Com o passar dos anos e a intensificação do desflorestamento, hoje encontramos uma área que pode ser comparada à extensão territorial da França desmatada. Desse total, 66% transformada em pasto – denuncia o filme.

Organização das Nações Unidas para Alimentação e Agricultura (FAO) informa que 80% do desmatamento foi provocado pela agropecuária (Foto: Greenpeace)

Contribuição ao desmatamento da Amazônia

A realidade do desmatamento da Amazônia também foi recentemente denunciada pela BBC no documentário “Meat: A Threat to Our Planet?” ou “Carne: Uma Ameaça ao Nosso Planeta?”. “Agora estamos perdendo dois campos de futebol por minuto e devastando a vida selvagem da região”, enfatiza o filme que levanta reflexões sobre nossas responsabilidades enquanto consumidores.

Segundo o Greenpeace, a pecuária na Amazônia brasileira é responsável pela destruição de um em cada oito hectares. A Fundação Joaquim Nabuco já publicou que a atividade responde por 65% do desmatamento da Amazônia.

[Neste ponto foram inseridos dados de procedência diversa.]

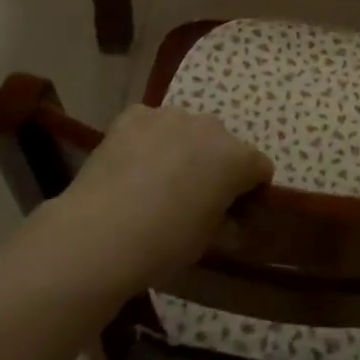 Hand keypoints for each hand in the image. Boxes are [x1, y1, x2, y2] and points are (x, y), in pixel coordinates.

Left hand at [61, 105, 273, 287]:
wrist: (100, 233)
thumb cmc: (164, 244)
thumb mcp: (205, 243)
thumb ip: (224, 223)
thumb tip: (229, 221)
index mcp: (236, 158)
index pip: (259, 167)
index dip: (250, 189)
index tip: (235, 210)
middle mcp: (209, 127)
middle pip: (222, 144)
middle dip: (213, 165)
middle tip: (192, 197)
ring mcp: (170, 116)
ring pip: (185, 130)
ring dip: (181, 149)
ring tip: (155, 182)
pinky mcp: (134, 115)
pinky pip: (150, 125)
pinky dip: (147, 141)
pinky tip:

Já a Organização das Nações Unidas para Alimentação e Agricultura (FAO) defende que 80% do desmatamento foi provocado pela conversão de terras em pastos e produção de grãos destinados à alimentação de animais criados para consumo.

Em 2018, os pesquisadores Thomas Lovejoy, da George Mason University, dos Estados Unidos, e o coordenador do Instituto Nacional de Ciência e Tecnologia para Mudanças Climáticas, Carlos Nobre, publicaram na revista Science o artigo “Amazon Tipping Point”.

No estudo, eles enfatizam que além do desmatamento que já havia chegado a um milhão de quilômetros quadrados, outro fator que tem impactado muito no ciclo hidrológico amazônico é o uso indiscriminado do fogo por agropecuaristas durante períodos secos, visando a formação de lavouras e pastagens.

Não é novidade que a maior floresta tropical do mundo tem sofrido as consequências da agropecuária, e não apenas pela associação da atividade com o desmatamento e destruição de habitat de fauna, assim aproximando espécies de animais da extinção, mas também porque muitas áreas amazônicas ocupadas pela agropecuária já estão comprometidas pelo mau uso da terra – assim como aconteceu em outras regiões do país.

Segundo a Embrapa, só na Amazônia Legal cerca de 40% das pastagens estão degradadas ou em processo de degradação. Isso permite ponderar que a agropecuária não tem apenas derrubado a mata nativa e assim contribuído com as emissões de gases do efeito estufa no Brasil, conforme dados do Observatório do Clima, mas também danificado o solo, inclusive o tornando pobre e até mesmo improdutivo.

Metano é até 30 vezes mais potente do que o dióxido de carbono (Foto: iStock)

Metano, um problema maior do que parece

Outro problema mais específico e normalmente subestimado em relação ao impacto ambiental da atividade no Brasil é que cada bovino libera de 30 a 50 galões de metano por dia. Esse gás do efeito estufa, que também é liberado por suínos, ovinos e caprinos, foi apontado em 2017 pela Agência Espacial Americana (Nasa) em artigo publicado na revista científica Carbon Balance and Management (CBM) como até 30 vezes mais potente do que o dióxido de carbono.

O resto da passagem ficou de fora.